+++ Available records +++
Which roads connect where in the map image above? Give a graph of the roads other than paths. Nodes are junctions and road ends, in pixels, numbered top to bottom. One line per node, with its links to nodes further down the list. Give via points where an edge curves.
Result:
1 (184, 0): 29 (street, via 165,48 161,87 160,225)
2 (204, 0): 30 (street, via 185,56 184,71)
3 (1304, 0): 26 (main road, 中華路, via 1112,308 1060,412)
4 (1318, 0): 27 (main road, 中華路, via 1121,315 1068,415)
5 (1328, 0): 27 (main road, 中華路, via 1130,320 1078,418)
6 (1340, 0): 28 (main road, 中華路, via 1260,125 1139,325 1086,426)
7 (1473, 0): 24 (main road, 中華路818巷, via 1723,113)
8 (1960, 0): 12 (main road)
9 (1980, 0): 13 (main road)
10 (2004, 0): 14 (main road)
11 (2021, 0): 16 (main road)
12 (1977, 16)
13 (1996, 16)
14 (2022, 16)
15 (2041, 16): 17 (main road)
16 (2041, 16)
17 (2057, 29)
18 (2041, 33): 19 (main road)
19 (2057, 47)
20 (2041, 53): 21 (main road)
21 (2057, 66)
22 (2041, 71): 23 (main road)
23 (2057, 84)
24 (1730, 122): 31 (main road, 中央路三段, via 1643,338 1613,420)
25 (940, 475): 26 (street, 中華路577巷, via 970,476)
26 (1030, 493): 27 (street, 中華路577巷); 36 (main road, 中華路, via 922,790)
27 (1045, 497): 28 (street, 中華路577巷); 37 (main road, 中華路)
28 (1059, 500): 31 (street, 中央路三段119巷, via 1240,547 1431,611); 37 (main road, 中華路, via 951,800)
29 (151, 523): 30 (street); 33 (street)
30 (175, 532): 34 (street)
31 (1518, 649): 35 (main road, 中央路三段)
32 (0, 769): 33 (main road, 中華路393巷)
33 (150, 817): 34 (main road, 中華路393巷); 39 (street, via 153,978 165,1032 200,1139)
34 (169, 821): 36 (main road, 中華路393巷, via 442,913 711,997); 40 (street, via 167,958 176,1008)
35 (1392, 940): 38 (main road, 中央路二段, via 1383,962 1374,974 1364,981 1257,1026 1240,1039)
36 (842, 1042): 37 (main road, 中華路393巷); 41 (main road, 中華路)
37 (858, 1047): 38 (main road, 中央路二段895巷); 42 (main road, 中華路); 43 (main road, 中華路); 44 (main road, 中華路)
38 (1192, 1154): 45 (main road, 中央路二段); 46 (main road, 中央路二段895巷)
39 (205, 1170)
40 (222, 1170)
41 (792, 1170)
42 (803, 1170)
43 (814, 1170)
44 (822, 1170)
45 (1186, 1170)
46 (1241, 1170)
+++
Your answer must consist of every line above, reproduced exactly.

Which roads connect where in the map image above? Give a graph of the roads other than paths. Nodes are junctions and road ends, in pixels, numbered top to bottom. One line per node, with its links to nodes further down the list. Give via points where an edge curves.
Result:
1 (184, 0): 29 (street, via 165,48 161,87 160,225)
2 (204, 0): 30 (street, via 185,56 184,71)
3 (1304, 0): 26 (main road, 中華路, via 1112,308 1060,412)
4 (1318, 0): 27 (main road, 中華路, via 1121,315 1068,415)
5 (1328, 0): 27 (main road, 中華路, via 1130,320 1078,418)
6 (1340, 0): 28 (main road, 中華路, via 1260,125 1139,325 1086,426)
7 (1473, 0): 24 (main road, 中華路818巷, via 1723,113)
8 (1960, 0): 12 (main road)
9 (1980, 0): 13 (main road)
10 (2004, 0): 14 (main road)
11 (2021, 0): 16 (main road)
12 (1977, 16)
13 (1996, 16)
14 (2022, 16)
15 (2041, 16): 17 (main road)
16 (2041, 16)
17 (2057, 29)
18 (2041, 33): 19 (main road)
19 (2057, 47)
20 (2041, 53): 21 (main road)
21 (2057, 66)
22 (2041, 71): 23 (main road)
23 (2057, 84)
24 (1730, 122): 31 (main road, 中央路三段, via 1643,338 1613,420)
25 (940, 475): 26 (street, 中華路577巷, via 970,476)
26 (1030, 493): 27 (street, 中華路577巷); 36 (main road, 中華路, via 922,790)
27 (1045, 497): 28 (street, 中華路577巷); 37 (main road, 中華路)
28 (1059, 500): 31 (street, 中央路三段119巷, via 1240,547 1431,611); 37 (main road, 中華路, via 951,800)
29 (151, 523): 30 (street); 33 (street)
30 (175, 532): 34 (street)
31 (1518, 649): 35 (main road, 中央路三段)
32 (0, 769): 33 (main road, 中華路393巷)
33 (150, 817): 34 (main road, 中華路393巷); 39 (street, via 153,978 165,1032 200,1139)
34 (169, 821): 36 (main road, 中華路393巷, via 442,913 711,997); 40 (street, via 167,958 176,1008)
35 (1392, 940): 38 (main road, 中央路二段, via 1383,962 1374,974 1364,981 1257,1026 1240,1039)
36 (842, 1042): 37 (main road, 中華路393巷); 41 (main road, 中華路)
37 (858, 1047): 38 (main road, 中央路二段895巷); 42 (main road, 中華路); 43 (main road, 中華路); 44 (main road, 中華路)
38 (1192, 1154): 45 (main road, 中央路二段); 46 (main road, 中央路二段895巷)
39 (205, 1170)
40 (222, 1170)
41 (792, 1170)
42 (803, 1170)
43 (814, 1170)
44 (822, 1170)
45 (1186, 1170)
46 (1241, 1170)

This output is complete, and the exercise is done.